§ **Your assignment**
Below are some records; output all of them exactly as they read.
-------
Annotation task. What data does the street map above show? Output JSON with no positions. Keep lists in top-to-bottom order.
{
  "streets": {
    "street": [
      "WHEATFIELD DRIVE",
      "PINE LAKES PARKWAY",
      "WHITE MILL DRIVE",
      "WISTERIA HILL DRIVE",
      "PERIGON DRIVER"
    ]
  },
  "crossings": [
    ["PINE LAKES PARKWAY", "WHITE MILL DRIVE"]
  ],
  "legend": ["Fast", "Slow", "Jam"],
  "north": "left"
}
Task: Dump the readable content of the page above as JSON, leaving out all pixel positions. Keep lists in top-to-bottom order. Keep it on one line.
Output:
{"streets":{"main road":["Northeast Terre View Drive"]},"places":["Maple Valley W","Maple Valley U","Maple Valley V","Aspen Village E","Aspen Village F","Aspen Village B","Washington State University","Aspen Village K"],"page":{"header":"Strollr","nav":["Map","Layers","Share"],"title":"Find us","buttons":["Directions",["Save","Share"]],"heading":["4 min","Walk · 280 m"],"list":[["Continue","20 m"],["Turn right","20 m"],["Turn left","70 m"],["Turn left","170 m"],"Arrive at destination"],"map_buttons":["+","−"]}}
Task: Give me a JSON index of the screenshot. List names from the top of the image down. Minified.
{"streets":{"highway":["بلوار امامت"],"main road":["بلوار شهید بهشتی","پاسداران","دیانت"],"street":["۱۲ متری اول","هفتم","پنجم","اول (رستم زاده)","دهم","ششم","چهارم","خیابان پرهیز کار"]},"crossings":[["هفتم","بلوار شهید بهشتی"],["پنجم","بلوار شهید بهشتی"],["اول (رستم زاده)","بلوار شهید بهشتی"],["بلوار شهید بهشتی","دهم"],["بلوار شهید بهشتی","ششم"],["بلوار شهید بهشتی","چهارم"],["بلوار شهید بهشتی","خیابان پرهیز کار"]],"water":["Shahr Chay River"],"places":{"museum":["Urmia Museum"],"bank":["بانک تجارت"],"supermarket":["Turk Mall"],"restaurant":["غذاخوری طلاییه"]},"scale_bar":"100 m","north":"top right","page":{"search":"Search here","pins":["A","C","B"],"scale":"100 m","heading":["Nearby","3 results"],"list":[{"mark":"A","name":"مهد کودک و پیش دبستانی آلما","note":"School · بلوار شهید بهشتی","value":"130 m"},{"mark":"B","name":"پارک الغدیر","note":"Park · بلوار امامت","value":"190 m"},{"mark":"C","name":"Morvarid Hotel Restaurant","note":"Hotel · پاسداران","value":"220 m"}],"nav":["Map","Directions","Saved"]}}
-------
§ **Response to the task**
Annotation task. What data does the street map above show? Output JSON with no positions. Keep lists in top-to-bottom order.
{
  "streets": {
    "street": [
      "WHEATFIELD DRIVE",
      "PINE LAKES PARKWAY",
      "WHITE MILL DRIVE",
      "WISTERIA HILL DRIVE",
      "PERIGON DRIVER"
    ]
  },
  "crossings": [
    ["PINE LAKES PARKWAY", "WHITE MILL DRIVE"]
  ],
  "legend": ["Fast", "Slow", "Jam"],
  "north": "left"
}
Task: Dump the readable content of the page above as JSON, leaving out all pixel positions. Keep lists in top-to-bottom order. Keep it on one line.
Output:
{"streets":{"main road":["Northeast Terre View Drive"]},"places":["Maple Valley W","Maple Valley U","Maple Valley V","Aspen Village E","Aspen Village F","Aspen Village B","Washington State University","Aspen Village K"],"page":{"header":"Strollr","nav":["Map","Layers","Share"],"title":"Find us","buttons":["Directions",["Save","Share"]],"heading":["4 min","Walk · 280 m"],"list":[["Continue","20 m"],["Turn right","20 m"],["Turn left","70 m"],["Turn left","170 m"],"Arrive at destination"],"map_buttons":["+","−"]}}
Task: Give me a JSON index of the screenshot. List names from the top of the image down. Minified.
{"streets":{"highway":["بلوار امامت"],"main road":["بلوار شهید بهشتی","پاسداران","دیانت"],"street":["۱۲ متری اول","هفتم","پنجم","اول (رستم زاده)","دهم","ششم","چهارم","خیابان پرهیز کار"]},"crossings":[["هفتم","بلوار شهید بهشتی"],["پنجم","بلوار شهید بهشتی"],["اول (رستم زاده)","بلوار شهید بهشتی"],["بلوار شهید بهشتی","دهم"],["بلوار شهید بهشتی","ششم"],["بلوار شهید بهشتی","چهارم"],["بلوار شهید بهشتی","خیابان پرهیز کار"]],"water":["Shahr Chay River"],"places":{"museum":["Urmia Museum"],"bank":["بانک تجارت"],"supermarket":["Turk Mall"],"restaurant":["غذاخوری طلاییه"]},"scale_bar":"100 m","north":"top right","page":{"search":"Search here","pins":["A","C","B"],"scale":"100 m","heading":["Nearby","3 results"],"list":[{"mark":"A","name":"مهد کودک و پیش دبستانی آلما","note":"School · بلوار شهید بهشتی","value":"130 m"},{"mark":"B","name":"پارک الغدیر","note":"Park · بلوار امامت","value":"190 m"},{"mark":"C","name":"Morvarid Hotel Restaurant","note":"Hotel · پاسداران","value":"220 m"}],"nav":["Map","Directions","Saved"]}}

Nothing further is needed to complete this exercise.